Problem to work on: In the records below, count the lines that have "Tigaraksa" and answer with the number alone.

Data shown:

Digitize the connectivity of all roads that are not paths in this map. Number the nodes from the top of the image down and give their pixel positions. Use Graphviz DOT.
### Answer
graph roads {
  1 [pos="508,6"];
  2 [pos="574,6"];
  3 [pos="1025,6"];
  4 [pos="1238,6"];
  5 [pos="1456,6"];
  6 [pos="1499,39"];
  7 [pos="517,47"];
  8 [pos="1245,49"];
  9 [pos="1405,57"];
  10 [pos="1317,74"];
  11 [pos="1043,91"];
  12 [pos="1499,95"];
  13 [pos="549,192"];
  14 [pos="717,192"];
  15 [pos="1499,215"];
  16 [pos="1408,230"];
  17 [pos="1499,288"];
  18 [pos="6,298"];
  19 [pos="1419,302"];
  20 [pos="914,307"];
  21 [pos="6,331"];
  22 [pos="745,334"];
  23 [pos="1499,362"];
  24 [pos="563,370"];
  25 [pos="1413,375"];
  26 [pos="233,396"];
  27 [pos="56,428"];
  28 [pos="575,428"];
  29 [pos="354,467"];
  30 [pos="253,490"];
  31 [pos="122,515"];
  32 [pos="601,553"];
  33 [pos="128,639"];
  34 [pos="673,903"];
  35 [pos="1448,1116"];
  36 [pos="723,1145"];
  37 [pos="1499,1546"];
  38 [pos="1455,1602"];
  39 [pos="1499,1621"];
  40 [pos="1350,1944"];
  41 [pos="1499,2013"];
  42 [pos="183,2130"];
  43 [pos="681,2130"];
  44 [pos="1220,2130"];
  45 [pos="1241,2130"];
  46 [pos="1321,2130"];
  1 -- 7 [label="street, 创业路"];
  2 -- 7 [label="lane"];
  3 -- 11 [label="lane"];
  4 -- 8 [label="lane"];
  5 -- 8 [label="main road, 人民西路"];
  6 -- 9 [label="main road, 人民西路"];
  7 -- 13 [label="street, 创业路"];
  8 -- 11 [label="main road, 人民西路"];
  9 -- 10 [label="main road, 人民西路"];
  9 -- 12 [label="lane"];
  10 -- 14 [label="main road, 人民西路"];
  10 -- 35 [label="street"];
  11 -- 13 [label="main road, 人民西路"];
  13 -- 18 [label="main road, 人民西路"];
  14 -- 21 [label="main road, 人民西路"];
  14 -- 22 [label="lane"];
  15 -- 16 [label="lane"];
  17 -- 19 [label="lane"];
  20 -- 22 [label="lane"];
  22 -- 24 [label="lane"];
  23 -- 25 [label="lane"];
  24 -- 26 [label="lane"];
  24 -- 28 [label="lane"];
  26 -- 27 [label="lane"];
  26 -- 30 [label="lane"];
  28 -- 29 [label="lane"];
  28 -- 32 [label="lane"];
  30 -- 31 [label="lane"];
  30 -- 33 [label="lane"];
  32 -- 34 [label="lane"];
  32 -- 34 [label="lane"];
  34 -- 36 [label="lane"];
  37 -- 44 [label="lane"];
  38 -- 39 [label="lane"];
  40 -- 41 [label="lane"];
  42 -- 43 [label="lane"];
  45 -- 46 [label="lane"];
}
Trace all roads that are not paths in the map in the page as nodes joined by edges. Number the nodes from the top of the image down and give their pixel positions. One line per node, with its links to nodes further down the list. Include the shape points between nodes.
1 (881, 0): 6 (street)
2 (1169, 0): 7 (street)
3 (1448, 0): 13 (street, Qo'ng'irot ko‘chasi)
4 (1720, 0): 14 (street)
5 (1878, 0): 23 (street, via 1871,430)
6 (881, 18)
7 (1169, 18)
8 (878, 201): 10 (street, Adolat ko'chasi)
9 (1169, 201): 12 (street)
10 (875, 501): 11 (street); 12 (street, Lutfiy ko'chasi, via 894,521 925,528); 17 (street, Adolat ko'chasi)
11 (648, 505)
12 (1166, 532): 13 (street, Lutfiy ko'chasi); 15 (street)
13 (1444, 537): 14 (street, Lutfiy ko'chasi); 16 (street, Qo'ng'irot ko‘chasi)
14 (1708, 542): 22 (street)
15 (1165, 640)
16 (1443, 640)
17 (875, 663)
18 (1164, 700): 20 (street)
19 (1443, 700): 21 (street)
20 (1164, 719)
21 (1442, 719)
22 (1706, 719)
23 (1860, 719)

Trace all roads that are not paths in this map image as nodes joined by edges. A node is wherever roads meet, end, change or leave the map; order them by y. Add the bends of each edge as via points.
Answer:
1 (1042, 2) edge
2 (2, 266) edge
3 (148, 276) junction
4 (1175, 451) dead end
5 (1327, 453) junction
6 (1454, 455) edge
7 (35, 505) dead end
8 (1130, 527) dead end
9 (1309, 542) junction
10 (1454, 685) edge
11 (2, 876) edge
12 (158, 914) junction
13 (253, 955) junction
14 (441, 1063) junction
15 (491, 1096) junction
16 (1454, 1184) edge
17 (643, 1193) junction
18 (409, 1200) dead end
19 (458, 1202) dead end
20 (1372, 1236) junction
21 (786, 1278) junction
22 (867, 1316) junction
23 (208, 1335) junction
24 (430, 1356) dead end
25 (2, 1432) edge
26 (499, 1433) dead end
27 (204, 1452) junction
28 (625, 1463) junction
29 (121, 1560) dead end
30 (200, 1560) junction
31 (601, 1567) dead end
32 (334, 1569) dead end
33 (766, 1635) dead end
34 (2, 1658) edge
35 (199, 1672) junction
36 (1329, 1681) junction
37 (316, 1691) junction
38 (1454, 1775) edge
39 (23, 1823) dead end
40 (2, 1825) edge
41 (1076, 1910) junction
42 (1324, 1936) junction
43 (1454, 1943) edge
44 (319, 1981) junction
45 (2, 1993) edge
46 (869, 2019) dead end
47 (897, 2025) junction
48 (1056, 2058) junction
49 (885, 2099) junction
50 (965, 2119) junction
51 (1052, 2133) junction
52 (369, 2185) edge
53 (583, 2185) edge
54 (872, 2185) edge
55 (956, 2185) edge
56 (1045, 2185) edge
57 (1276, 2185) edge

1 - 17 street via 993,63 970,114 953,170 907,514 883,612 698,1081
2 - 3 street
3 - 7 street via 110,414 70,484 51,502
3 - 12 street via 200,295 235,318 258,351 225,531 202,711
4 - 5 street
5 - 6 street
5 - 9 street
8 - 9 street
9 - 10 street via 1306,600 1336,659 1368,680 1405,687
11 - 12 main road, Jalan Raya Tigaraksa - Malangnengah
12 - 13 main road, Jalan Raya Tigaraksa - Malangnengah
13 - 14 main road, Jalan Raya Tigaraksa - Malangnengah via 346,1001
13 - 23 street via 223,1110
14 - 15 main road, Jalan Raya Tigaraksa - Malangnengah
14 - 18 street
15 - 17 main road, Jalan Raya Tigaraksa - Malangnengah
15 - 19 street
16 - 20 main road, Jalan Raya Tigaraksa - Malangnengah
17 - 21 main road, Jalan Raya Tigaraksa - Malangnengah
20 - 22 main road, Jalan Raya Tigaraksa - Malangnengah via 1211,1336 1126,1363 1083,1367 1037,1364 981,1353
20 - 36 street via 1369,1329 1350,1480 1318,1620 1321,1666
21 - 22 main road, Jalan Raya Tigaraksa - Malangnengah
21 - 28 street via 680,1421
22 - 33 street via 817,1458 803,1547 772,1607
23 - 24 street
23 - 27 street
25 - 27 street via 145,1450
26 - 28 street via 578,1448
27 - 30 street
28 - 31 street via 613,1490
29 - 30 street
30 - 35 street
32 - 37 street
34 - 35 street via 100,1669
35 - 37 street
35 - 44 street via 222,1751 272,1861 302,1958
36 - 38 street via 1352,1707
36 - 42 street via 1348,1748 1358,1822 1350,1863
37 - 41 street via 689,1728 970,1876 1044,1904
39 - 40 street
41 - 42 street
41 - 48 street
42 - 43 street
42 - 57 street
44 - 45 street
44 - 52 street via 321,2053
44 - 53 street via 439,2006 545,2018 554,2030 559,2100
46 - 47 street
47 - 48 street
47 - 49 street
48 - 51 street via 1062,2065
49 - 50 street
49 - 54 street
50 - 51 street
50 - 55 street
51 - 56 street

Finished exercise: 9